SUPPLIED DATA
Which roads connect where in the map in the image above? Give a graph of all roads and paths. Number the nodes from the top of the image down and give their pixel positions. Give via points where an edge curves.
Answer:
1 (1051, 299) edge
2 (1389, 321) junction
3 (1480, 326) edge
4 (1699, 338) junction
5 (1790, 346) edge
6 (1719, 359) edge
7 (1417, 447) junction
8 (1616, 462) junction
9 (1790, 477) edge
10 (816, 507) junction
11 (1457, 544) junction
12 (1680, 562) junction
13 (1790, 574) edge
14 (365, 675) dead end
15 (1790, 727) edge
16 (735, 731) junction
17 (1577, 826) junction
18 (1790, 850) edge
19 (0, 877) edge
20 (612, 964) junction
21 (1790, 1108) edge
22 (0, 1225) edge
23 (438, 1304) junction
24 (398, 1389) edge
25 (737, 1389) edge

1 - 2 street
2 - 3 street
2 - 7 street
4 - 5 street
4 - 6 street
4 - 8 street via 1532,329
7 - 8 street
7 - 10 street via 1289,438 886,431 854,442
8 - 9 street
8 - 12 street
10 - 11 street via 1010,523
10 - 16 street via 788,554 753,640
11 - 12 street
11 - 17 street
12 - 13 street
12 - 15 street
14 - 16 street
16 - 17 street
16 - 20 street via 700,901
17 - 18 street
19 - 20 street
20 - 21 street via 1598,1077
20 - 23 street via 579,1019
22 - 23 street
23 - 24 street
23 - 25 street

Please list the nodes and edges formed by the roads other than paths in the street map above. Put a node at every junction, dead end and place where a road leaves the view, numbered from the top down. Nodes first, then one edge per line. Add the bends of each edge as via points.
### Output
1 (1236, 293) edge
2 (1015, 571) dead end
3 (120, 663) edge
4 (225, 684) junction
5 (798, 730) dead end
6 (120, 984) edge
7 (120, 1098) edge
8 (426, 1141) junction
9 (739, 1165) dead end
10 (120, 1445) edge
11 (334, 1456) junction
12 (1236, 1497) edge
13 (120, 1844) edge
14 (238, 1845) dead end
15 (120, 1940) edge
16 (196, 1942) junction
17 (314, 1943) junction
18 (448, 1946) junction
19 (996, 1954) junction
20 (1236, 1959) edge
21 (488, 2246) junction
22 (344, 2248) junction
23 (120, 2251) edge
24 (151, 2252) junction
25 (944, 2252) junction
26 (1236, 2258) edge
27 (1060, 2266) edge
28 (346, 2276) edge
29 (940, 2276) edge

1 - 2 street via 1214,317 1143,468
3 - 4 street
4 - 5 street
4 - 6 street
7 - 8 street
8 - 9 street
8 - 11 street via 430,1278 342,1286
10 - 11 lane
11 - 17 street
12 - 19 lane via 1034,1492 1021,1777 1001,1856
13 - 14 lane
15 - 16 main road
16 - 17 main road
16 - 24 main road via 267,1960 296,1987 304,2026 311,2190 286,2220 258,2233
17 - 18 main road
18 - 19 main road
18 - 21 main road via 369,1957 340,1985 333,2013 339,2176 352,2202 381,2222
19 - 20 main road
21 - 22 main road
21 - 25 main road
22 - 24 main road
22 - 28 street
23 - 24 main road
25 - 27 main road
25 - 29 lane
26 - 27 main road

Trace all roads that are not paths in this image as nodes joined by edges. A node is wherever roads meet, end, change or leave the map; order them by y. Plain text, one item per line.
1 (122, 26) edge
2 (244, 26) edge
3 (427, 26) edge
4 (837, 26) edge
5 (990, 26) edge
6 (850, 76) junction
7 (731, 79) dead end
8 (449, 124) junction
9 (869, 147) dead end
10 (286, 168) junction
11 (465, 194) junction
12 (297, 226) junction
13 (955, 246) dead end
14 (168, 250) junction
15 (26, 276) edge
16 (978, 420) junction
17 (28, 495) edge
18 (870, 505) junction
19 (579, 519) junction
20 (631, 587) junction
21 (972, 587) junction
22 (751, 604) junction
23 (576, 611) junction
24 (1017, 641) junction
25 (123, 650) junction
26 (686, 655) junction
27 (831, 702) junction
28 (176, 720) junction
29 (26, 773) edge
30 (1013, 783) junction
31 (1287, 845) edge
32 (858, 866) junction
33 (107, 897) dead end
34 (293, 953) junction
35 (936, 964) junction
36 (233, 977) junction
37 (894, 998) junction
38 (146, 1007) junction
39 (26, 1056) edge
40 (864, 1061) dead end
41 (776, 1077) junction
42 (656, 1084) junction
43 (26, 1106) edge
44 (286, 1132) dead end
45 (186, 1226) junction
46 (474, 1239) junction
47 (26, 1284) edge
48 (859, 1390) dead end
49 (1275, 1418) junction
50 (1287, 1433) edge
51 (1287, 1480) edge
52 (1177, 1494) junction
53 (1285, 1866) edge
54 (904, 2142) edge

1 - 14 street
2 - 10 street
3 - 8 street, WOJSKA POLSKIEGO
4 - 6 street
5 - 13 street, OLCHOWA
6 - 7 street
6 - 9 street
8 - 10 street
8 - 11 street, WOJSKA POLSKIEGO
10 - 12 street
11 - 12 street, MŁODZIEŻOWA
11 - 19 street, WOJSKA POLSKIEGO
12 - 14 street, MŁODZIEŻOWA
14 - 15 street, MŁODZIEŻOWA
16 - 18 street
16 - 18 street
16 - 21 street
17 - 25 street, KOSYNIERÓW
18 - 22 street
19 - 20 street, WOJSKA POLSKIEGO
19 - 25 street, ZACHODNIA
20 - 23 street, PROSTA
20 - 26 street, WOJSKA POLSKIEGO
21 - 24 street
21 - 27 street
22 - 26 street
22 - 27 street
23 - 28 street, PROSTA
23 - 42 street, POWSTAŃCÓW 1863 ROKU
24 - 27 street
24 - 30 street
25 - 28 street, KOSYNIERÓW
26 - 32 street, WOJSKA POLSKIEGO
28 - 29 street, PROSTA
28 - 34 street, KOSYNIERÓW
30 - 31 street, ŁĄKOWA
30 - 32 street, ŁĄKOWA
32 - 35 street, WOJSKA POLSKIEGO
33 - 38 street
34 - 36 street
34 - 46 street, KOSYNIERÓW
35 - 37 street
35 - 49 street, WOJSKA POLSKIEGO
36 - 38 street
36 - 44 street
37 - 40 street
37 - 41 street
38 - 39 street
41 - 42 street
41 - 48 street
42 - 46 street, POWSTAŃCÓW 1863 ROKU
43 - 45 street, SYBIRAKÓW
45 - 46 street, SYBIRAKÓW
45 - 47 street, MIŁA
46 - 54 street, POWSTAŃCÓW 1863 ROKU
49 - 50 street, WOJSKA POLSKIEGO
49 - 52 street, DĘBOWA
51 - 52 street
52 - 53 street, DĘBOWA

EXERCISE
When you copy the material, keep every line exactly as it stands.

REPLY TO THE TASK
Which roads connect where in the map in the image above? Give a graph of all roads and paths. Number the nodes from the top of the image down and give their pixel positions. Give via points where an edge curves.
Answer:
1 (1051, 299) edge
2 (1389, 321) junction
3 (1480, 326) edge
4 (1699, 338) junction
5 (1790, 346) edge
6 (1719, 359) edge
7 (1417, 447) junction
8 (1616, 462) junction
9 (1790, 477) edge
10 (816, 507) junction
11 (1457, 544) junction
12 (1680, 562) junction
13 (1790, 574) edge
14 (365, 675) dead end
15 (1790, 727) edge
16 (735, 731) junction
17 (1577, 826) junction
18 (1790, 850) edge
19 (0, 877) edge
20 (612, 964) junction
21 (1790, 1108) edge
22 (0, 1225) edge
23 (438, 1304) junction
24 (398, 1389) edge
25 (737, 1389) edge

1 - 2 street
2 - 3 street
2 - 7 street
4 - 5 street
4 - 6 street
4 - 8 street via 1532,329
7 - 8 street
7 - 10 street via 1289,438 886,431 854,442
8 - 9 street
8 - 12 street
10 - 11 street via 1010,523
10 - 16 street via 788,554 753,640
11 - 12 street
11 - 17 street
12 - 13 street
12 - 15 street
14 - 16 street
16 - 17 street
16 - 20 street via 700,901
17 - 18 street
19 - 20 street
20 - 21 street via 1598,1077
20 - 23 street via 579,1019
22 - 23 street
23 - 24 street
23 - 25 street

Please list the nodes and edges formed by the roads other than paths in the street map above. Put a node at every junction, dead end and place where a road leaves the view, numbered from the top down. Nodes first, then one edge per line. Add the bends of each edge as via points.
### Output
1 (1236, 293) edge
2 (1015, 571) dead end
3 (120, 663) edge
4 (225, 684) junction
5 (798, 730) dead end
6 (120, 984) edge
7 (120, 1098) edge
8 (426, 1141) junction
9 (739, 1165) dead end
10 (120, 1445) edge
11 (334, 1456) junction
12 (1236, 1497) edge
13 (120, 1844) edge
14 (238, 1845) dead end
15 (120, 1940) edge
16 (196, 1942) junction
17 (314, 1943) junction
18 (448, 1946) junction
19 (996, 1954) junction
20 (1236, 1959) edge
21 (488, 2246) junction
22 (344, 2248) junction
23 (120, 2251) edge
24 (151, 2252) junction
25 (944, 2252) junction
26 (1236, 2258) edge
27 (1060, 2266) edge
28 (346, 2276) edge
29 (940, 2276) edge

1 - 2 street via 1214,317 1143,468
3 - 4 street
4 - 5 street
4 - 6 street
7 - 8 street
8 - 9 street
8 - 11 street via 430,1278 342,1286
10 - 11 lane
11 - 17 street
12 - 19 lane via 1034,1492 1021,1777 1001,1856
13 - 14 lane
15 - 16 main road
16 - 17 main road
16 - 24 main road via 267,1960 296,1987 304,2026 311,2190 286,2220 258,2233
17 - 18 main road
18 - 19 main road
18 - 21 main road via 369,1957 340,1985 333,2013 339,2176 352,2202 381,2222
19 - 20 main road
21 - 22 main road
21 - 25 main road
22 - 24 main road
22 - 28 street
23 - 24 main road
25 - 27 main road
25 - 29 lane
26 - 27 main road

Trace all roads that are not paths in this image as nodes joined by edges. A node is wherever roads meet, end, change or leave the map; order them by y. Plain text, one item per line.
1 (122, 26) edge
2 (244, 26) edge
3 (427, 26) edge
4 (837, 26) edge
5 (990, 26) edge
6 (850, 76) junction
7 (731, 79) dead end
8 (449, 124) junction
9 (869, 147) dead end
10 (286, 168) junction
11 (465, 194) junction
12 (297, 226) junction
13 (955, 246) dead end
14 (168, 250) junction
15 (26, 276) edge
16 (978, 420) junction
17 (28, 495) edge
18 (870, 505) junction
19 (579, 519) junction
20 (631, 587) junction
21 (972, 587) junction
22 (751, 604) junction
23 (576, 611) junction
24 (1017, 641) junction
25 (123, 650) junction
26 (686, 655) junction
27 (831, 702) junction
28 (176, 720) junction
29 (26, 773) edge
30 (1013, 783) junction
31 (1287, 845) edge
32 (858, 866) junction
33 (107, 897) dead end
34 (293, 953) junction
35 (936, 964) junction
36 (233, 977) junction
37 (894, 998) junction
38 (146, 1007) junction
39 (26, 1056) edge
40 (864, 1061) dead end
41 (776, 1077) junction
42 (656, 1084) junction
43 (26, 1106) edge
44 (286, 1132) dead end
45 (186, 1226) junction
46 (474, 1239) junction
47 (26, 1284) edge
48 (859, 1390) dead end
49 (1275, 1418) junction
50 (1287, 1433) edge
51 (1287, 1480) edge
52 (1177, 1494) junction
53 (1285, 1866) edge
54 (904, 2142) edge

1 - 14 street
2 - 10 street
3 - 8 street, WOJSKA POLSKIEGO
4 - 6 street
5 - 13 street, OLCHOWA
6 - 7 street
6 - 9 street
8 - 10 street
8 - 11 street, WOJSKA POLSKIEGO
10 - 12 street
11 - 12 street, MŁODZIEŻOWA
11 - 19 street, WOJSKA POLSKIEGO
12 - 14 street, MŁODZIEŻOWA
14 - 15 street, MŁODZIEŻOWA
16 - 18 street
16 - 18 street
16 - 21 street
17 - 25 street, KOSYNIERÓW
18 - 22 street
19 - 20 street, WOJSKA POLSKIEGO
19 - 25 street, ZACHODNIA
20 - 23 street, PROSTA
20 - 26 street, WOJSKA POLSKIEGO
21 - 24 street
21 - 27 street
22 - 26 street
22 - 27 street
23 - 28 street, PROSTA
23 - 42 street, POWSTAŃCÓW 1863 ROKU
24 - 27 street
24 - 30 street
25 - 28 street, KOSYNIERÓW
26 - 32 street, WOJSKA POLSKIEGO
28 - 29 street, PROSTA
28 - 34 street, KOSYNIERÓW
30 - 31 street, ŁĄKOWA
30 - 32 street, ŁĄKOWA
32 - 35 street, WOJSKA POLSKIEGO
33 - 38 street
34 - 36 street
34 - 46 street, KOSYNIERÓW
35 - 37 street
35 - 49 street, WOJSKA POLSKIEGO
36 - 38 street
36 - 44 street
37 - 40 street
37 - 41 street
38 - 39 street
41 - 42 street
41 - 48 street
42 - 46 street, POWSTAŃCÓW 1863 ROKU
43 - 45 street, SYBIRAKÓW
45 - 46 street, SYBIRAKÓW
45 - 47 street, MIŁA
46 - 54 street, POWSTAŃCÓW 1863 ROKU
49 - 50 street, WOJSKA POLSKIEGO
49 - 52 street, DĘBOWA
51 - 52 street
52 - 53 street, DĘBOWA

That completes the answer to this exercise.